A high-quality and high-resolution cathode ray is formed by providing a concave portion having a width in the direction parallel to the plane wider than the width in the direction perpendicular to the plane including the plurality of beam paths around the opening. You can get a tube.

[0027]

Embodiments of the present invention will now be described in detail with reference to the drawings.

FIG. 1 is a schematic diagram for explaining a constitutional example of an electron gun to which the present invention is applied, showing a constitution of a so-called unipotential-bipotential type electron gun.

In the figure, 1a, 1b and 1c are cathodes, 2 is a control grid electrode (G1), 3 is a shield grid electrode (G2), 4 is a third grid electrode (G4), and 5 is a fourth grid electrode.
The grid electrodes (G5) and 6 are fifth grid electrodes (G6), 7 is a sixth grid electrode (G7), and 7a is a shield cup, which are arranged at a predetermined interval and positional relationship.

The cathodes 1a, 1b, 1c are arranged in a line (in-line) in a common plane, and the control grid electrode 2 and the shield grid electrode 3 constitute a three-pole portion, and the cathodes 1a, 1b, 1c.
The electrons generated in 1 are formed into a beam and emitted to the lattice electrode group in the subsequent stage.

The third grid electrode 4, the fourth grid electrode 5, the fifth grid electrode 6 and the sixth grid electrode 7 are focusing electrodes,
The grid electrode 4, the fourth grid electrode 5, and the fifth grid electrode 6 form a unipotential type main lens, and the fourth grid electrode 5, the fifth grid electrode 6, and the sixth grid electrode 7 form a bipotential type main lens. Make up.

During operation of the cathode ray tube, approximately 0 V is applied to the first grid electrode 2, approximately 400 to 1500 V is applied to the second grid electrode 3 and the fourth grid electrode 5, and the third grid electrode 4 is used. About 5 kV to 10 kV is applied to the fifth grid electrode 6, and the sixth
An anode voltage of about 20 kV to 35 kV is applied to the grid electrode 7. The shield cup 7a is the sixth grid electrode 7
It is attached to and shields the deflection magnetic field to the electron beam.

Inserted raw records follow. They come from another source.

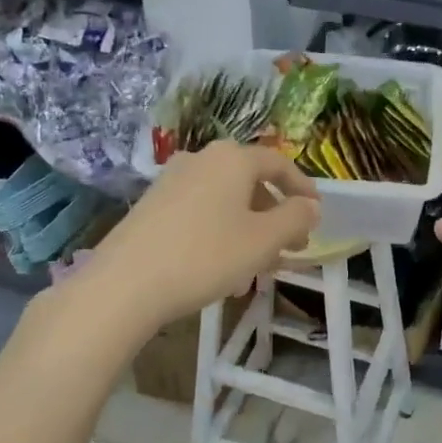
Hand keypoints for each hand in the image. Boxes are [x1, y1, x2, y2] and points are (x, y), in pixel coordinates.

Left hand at [89, 142, 320, 330]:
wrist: (125, 284)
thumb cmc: (206, 256)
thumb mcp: (263, 241)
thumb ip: (295, 219)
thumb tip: (310, 206)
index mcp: (232, 159)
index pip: (278, 164)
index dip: (302, 187)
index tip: (316, 212)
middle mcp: (201, 159)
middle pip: (250, 182)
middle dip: (275, 215)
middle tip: (291, 246)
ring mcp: (172, 181)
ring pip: (225, 201)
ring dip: (249, 228)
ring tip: (259, 266)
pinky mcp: (152, 206)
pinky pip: (200, 212)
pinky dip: (221, 232)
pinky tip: (222, 267)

FIG. 2 is a front view of the first grid electrode for explaining the first embodiment of the electron gun according to the present invention, viewed from the side of the second grid electrode, where 2 is the first grid electrode, 8 (8a, 8b, 8c)
Is an opening (electron beam passage hole).

FIG. 3 is an enlarged front view of the opening of the first grid electrode viewed from the side of the second grid electrode, where 8 is the opening (8
a, 8b, 8c), 9 is a square, 10a, 10b, 10
c and 10d are arcs.

The openings 8 (8a, 8b, 8c), which are electron beam passage holes in which the first grid electrode 2 shown in FIG. 2 is formed, are arranged corresponding to the arrangement direction of the cathodes 1a, 1b, 1c,
As shown in FIG. 3, each opening has a shape in which each side of the square 9 is combined with arcs 10a, 10b, 10c and 10d.

The radii of the four arcs formed on the four sides are the same, and their centers coincide with the center of the square 9.

FIG. 4 is a front view of a second grid electrode for explaining the first embodiment of the electron gun according to the present invention as viewed from the side of the first grid electrode, and 3 is the second grid electrodes 11a, 11b and 11c.
Is an opening (electron beam passage hole).

In the figure, the opening 11 of the second grid electrode 3 is formed.
a, 11b, 11c are openings 8a, 8b of the first grid electrode,
8c are arranged so as to face each other, and the shape is circular.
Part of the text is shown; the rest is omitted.